Thank you for taking an interest in our work. The following are instruction on how to reproduce the results displayed in our paper.
To get started, you must have Python (64 bit) 3.6 or 3.7 installed. Older or newer versions unfortunately do not work due to dependency conflicts. Next, you can install the required dependencies by running the following in your shell.
py -m pip install -r requirements.txt
The framework
directory contains the SpliMe code to load the different datasets (Wikidata12k, YAGO11k, ICEWS14) under the dataloaders
subdirectory. The transformations
subdirectory contains the different SpliMe transformations that can be applied.
The source_data
directory contains the datasets on which SpliMe has been evaluated under a subdirectory indicating the paper the data was taken from.
The KnowledgeGraphEmbedding
directory contains the transformed datasets obtained by applying SpliMe in the transformed_data
subdirectory, as well as the models/embeddings learned in the models
subdirectory.
To run SpliMe, first switch into the framework
directory, then call prepare_data.py
with the required arguments:
py prepare_data.py {dataset} {SpliMe method} {entities/predicates} {filtertype}
Any hyperparameters required for the specific SpliMe approach will be asked for afterwards in an interactive manner. Please note that not all SpliMe approaches have been implemented for entities. For instance, we do not have a CPD-based splitting implementation for entities.
The following table is a list of SpliMe method names and their corresponding argument call:
Paper | Code |
---|---|
Vanilla baseline | vanilla |
Random baseline | baseline |
Timestamping | timestamp |
Parameterized splitting | split |
CPD-based splitting | prox |
Merging | merge |
To give a further example, the transformed dataset for our best Wikidata12k result was obtained using merge and can be generated with the following commands:
py prepare_data.py wikidata12k merge relations inter 4
The first command here calls the correct SpliMe function, the second command tells it the shrink factor (hyperparameter) we wish to apply. SpliMe will now start transforming the dataset. The result will be output in KnowledgeGraphEmbedding/transformed_data
under the folder wiki_data_merge_rel-shrink-4.0-inter
.
Note: calculating signature vectors for the CPD-based efficient splitting method take a while the first time it is run a dataset. However, the results are cached so that subsequent runs will be significantly faster.
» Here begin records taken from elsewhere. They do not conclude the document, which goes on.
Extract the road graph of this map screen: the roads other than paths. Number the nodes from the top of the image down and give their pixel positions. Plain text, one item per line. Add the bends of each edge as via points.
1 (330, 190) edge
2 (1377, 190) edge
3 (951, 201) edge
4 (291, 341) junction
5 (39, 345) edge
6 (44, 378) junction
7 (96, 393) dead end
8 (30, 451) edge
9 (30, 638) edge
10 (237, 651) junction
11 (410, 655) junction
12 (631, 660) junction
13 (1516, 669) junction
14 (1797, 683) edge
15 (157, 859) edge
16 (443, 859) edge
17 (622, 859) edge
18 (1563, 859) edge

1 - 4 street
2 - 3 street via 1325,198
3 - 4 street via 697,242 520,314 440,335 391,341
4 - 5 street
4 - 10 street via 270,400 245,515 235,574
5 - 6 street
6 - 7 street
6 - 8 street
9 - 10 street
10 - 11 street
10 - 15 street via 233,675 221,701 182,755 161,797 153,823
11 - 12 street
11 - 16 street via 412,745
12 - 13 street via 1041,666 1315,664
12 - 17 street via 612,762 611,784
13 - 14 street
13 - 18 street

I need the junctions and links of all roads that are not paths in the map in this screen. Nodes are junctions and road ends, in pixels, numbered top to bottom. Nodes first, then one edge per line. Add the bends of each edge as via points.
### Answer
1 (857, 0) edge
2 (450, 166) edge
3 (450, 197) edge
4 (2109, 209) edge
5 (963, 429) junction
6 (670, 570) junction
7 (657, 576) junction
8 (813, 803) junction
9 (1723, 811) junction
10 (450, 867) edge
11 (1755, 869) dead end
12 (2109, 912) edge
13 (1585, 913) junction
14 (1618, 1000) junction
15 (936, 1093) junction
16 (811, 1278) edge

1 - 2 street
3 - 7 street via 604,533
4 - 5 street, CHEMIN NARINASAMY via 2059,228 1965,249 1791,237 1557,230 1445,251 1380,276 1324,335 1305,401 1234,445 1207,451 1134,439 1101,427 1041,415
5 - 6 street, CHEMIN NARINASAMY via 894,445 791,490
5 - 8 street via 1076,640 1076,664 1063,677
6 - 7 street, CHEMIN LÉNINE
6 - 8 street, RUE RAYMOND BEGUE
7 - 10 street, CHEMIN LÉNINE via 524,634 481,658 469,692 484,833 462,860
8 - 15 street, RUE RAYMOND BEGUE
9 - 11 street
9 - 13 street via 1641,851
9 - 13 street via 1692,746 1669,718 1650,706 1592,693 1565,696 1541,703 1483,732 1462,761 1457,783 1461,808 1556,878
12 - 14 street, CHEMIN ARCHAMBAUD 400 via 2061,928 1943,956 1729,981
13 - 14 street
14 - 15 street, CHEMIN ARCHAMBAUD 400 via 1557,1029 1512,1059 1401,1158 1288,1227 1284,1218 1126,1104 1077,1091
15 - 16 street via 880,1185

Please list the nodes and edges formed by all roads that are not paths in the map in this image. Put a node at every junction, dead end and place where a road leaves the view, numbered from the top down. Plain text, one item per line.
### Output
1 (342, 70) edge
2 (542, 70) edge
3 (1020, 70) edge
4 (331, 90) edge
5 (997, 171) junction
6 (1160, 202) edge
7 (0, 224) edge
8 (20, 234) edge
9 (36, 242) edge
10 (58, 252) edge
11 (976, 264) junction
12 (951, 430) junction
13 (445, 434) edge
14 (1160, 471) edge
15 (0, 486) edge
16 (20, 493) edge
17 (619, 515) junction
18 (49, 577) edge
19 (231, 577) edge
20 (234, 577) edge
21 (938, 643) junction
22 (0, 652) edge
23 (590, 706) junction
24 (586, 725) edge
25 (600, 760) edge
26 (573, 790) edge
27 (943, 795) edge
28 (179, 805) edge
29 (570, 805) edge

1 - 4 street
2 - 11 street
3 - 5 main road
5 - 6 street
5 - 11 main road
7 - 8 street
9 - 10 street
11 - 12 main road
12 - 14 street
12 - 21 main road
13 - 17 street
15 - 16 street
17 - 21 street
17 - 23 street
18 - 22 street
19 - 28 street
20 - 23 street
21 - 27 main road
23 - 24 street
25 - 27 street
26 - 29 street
Once SpliMe has been applied to a dataset to transform it, we use the Ampligraph library to actually perform knowledge graph embedding. To do this, first navigate to the KnowledgeGraphEmbedding
directory then run:
py run_ampli.py {transformed_data_name} TransE-final 500
For instance, to train & evaluate the optimal Wikidata12k dataset we generated earlier, run:
py run_ampli.py wiki_data_merge_rel-shrink-4.0-inter TransE-final 500
This will start training a TransE model for the given dataset. When training has been completed, the model is evaluated using the test set. The result of this will be output to the console. Note, the training process may take several hours on a CPU.